▶ Required work
Each record below must come back exactly as written; its pictures must not.

▶ Information supplied
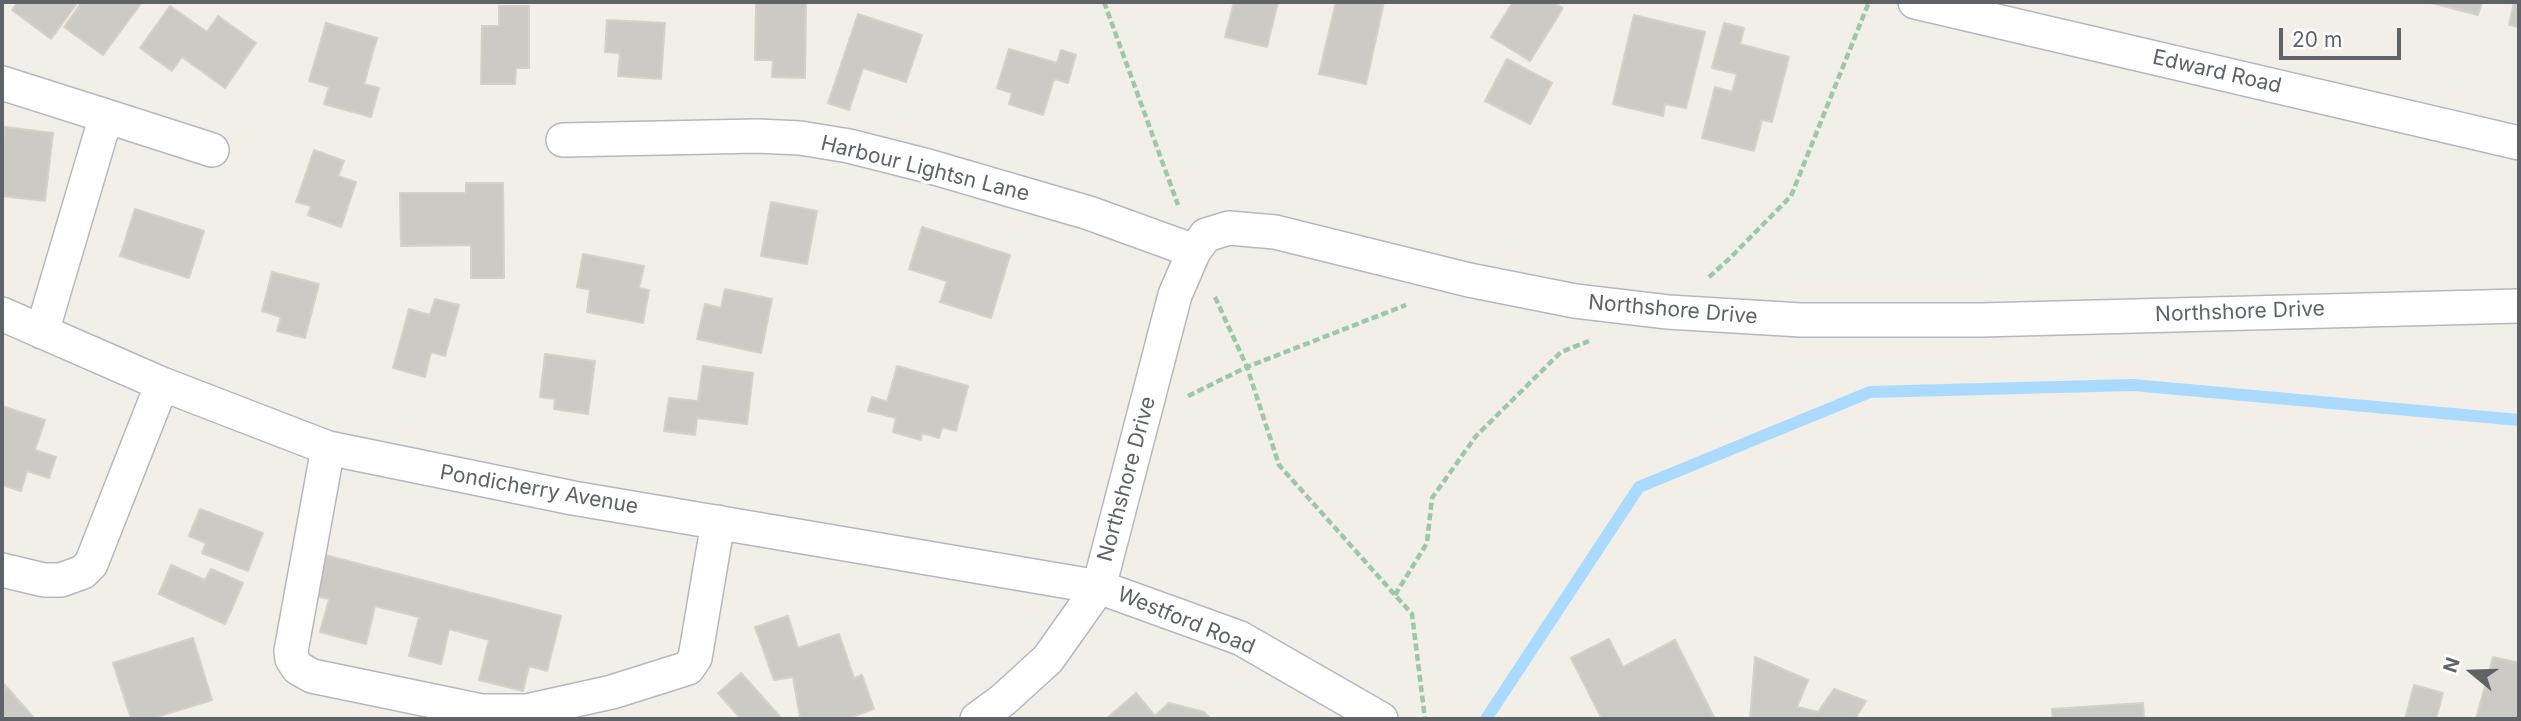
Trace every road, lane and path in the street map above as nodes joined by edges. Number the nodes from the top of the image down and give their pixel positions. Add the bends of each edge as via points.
1 (1105, 2) edge
2 (1869, 2) edge
3 (1915, 2) edge
4 (2, 83) edge
5 (106, 116) junction
6 (563, 140) dead end
7 (2519, 143) edge
8 (212, 150) dead end
9 (1190, 238) junction
10 (1408, 304) dead end
11 (2519, 306) edge
12 (1668, 312) junction
13 (2, 314) edge
14 (42, 332) junction
15 (1597, 338) dead end
16 (1247, 367) junction
17 (162, 384) junction
18 (1143, 417) junction
19 (328, 448) junction
20 (718, 522) junction
21 (2, 570) edge
22 (1099, 587) junction
23 (1395, 595) junction
24 (977, 719) edge
25 (1381, 719) edge
26 (1424, 719) edge

1 - 9 path
2 - 12 path via 1791,195 1729,259
3 - 7 street, Edward Road
4 - 5 street
5 - 8 street
5 - 14 street
6 - 9 street, Harbour Lightsn Lane via 800,138 928,166
9 - 12 street, Northshore Drive via 1230,228 1275,232 1469,280 1575,301
9 - 16 path
9 - 18 street, Northshore Drive
10 - 16 path
11 - 12 street, Northshore Drive via 1981,320 1801,320
13 - 14 street, Pondicherry Avenue
14 - 17 street, Pondicherry Avenue
15 - 23 path via 1562,352 1476,436 1432,498 1427,543
16 - 18 path
16 - 23 path via 1279,466
17 - 19 street, Pondicherry Avenue
17 - 21 street via 91,564 61,580
18 - 22 street, Northshore Drive
19 - 20 street, Pondicherry Avenue
19 - 20 street via 292,659 312,676 481,711 526,711 612,692 688,668 697,651
20 - 22 street, Pondicherry Avenue
22 - 24 street via 1048,659
22 - 25 street, Westford Road via 1240,639
23 - 26 path via 1412,614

▶ Output of the task
Trace every road, lane and path in the street map above as nodes joined by edges. Number the nodes from the top of the image down and give their pixel positions. Add the bends of each edge as via points.
1 (1105, 2) edge
2 (1869, 2) edge
3 (1915, 2) edge
4 (2, 83) edge
5 (106, 116) junction
6 (563, 140) dead end
7 (2519, 143) edge
8 (212, 150) dead end
9 (1190, 238) junction
10 (1408, 304) dead end
11 (2519, 306) edge
12 (1668, 312) junction
13 (2, 314) edge
14 (42, 332) junction
15 (1597, 338) dead end
16 (1247, 367) junction
17 (162, 384) junction
18 (1143, 417) junction
19 (328, 448) junction
20 (718, 522) junction
21 (2, 570) edge
22 (1099, 587) junction
23 (1395, 595) junction
24 (977, 719) edge
25 (1381, 719) edge
26 (1424, 719) edge

1 - 9 path
2 - 12 path via 1791,195 1729,259
3 - 7 street, Edward Road
4 - 5 street
5 - 8 street
5 - 14 street
6 - 9 street, Harbour Lightsn Lane via 800,138 928,166
9 - 12 street, Northshore Drive via 1230,228 1275,232 1469,280 1575,301
9 - 16 path
9 - 18 street, Northshore Drive
10 - 16 path
11 - 12 street, Northshore Drive via 1981,320 1801,320
13 - 14 street, Pondicherry Avenue
14 - 17 street, Pondicherry Avenue
15 - 23 path via 1562,352 1476,436 1432,498 1427,543
16 - 18 path
16 - 23 path via 1279,466
17 - 19 street, Pondicherry Avenue
17 - 21 street via 91,564 61,580
18 - 22 street, Northshore Drive
19 - 20 street, Pondicherry Avenue
19 - 20 street via 292,659 312,676 481,711 526,711 612,692 688,668 697,651
20 - 22 street, Pondicherry Avenue
22 - 24 street via 1048,659
22 - 25 street, Westford Road via 1240,639
23 - 26 path via 1412,614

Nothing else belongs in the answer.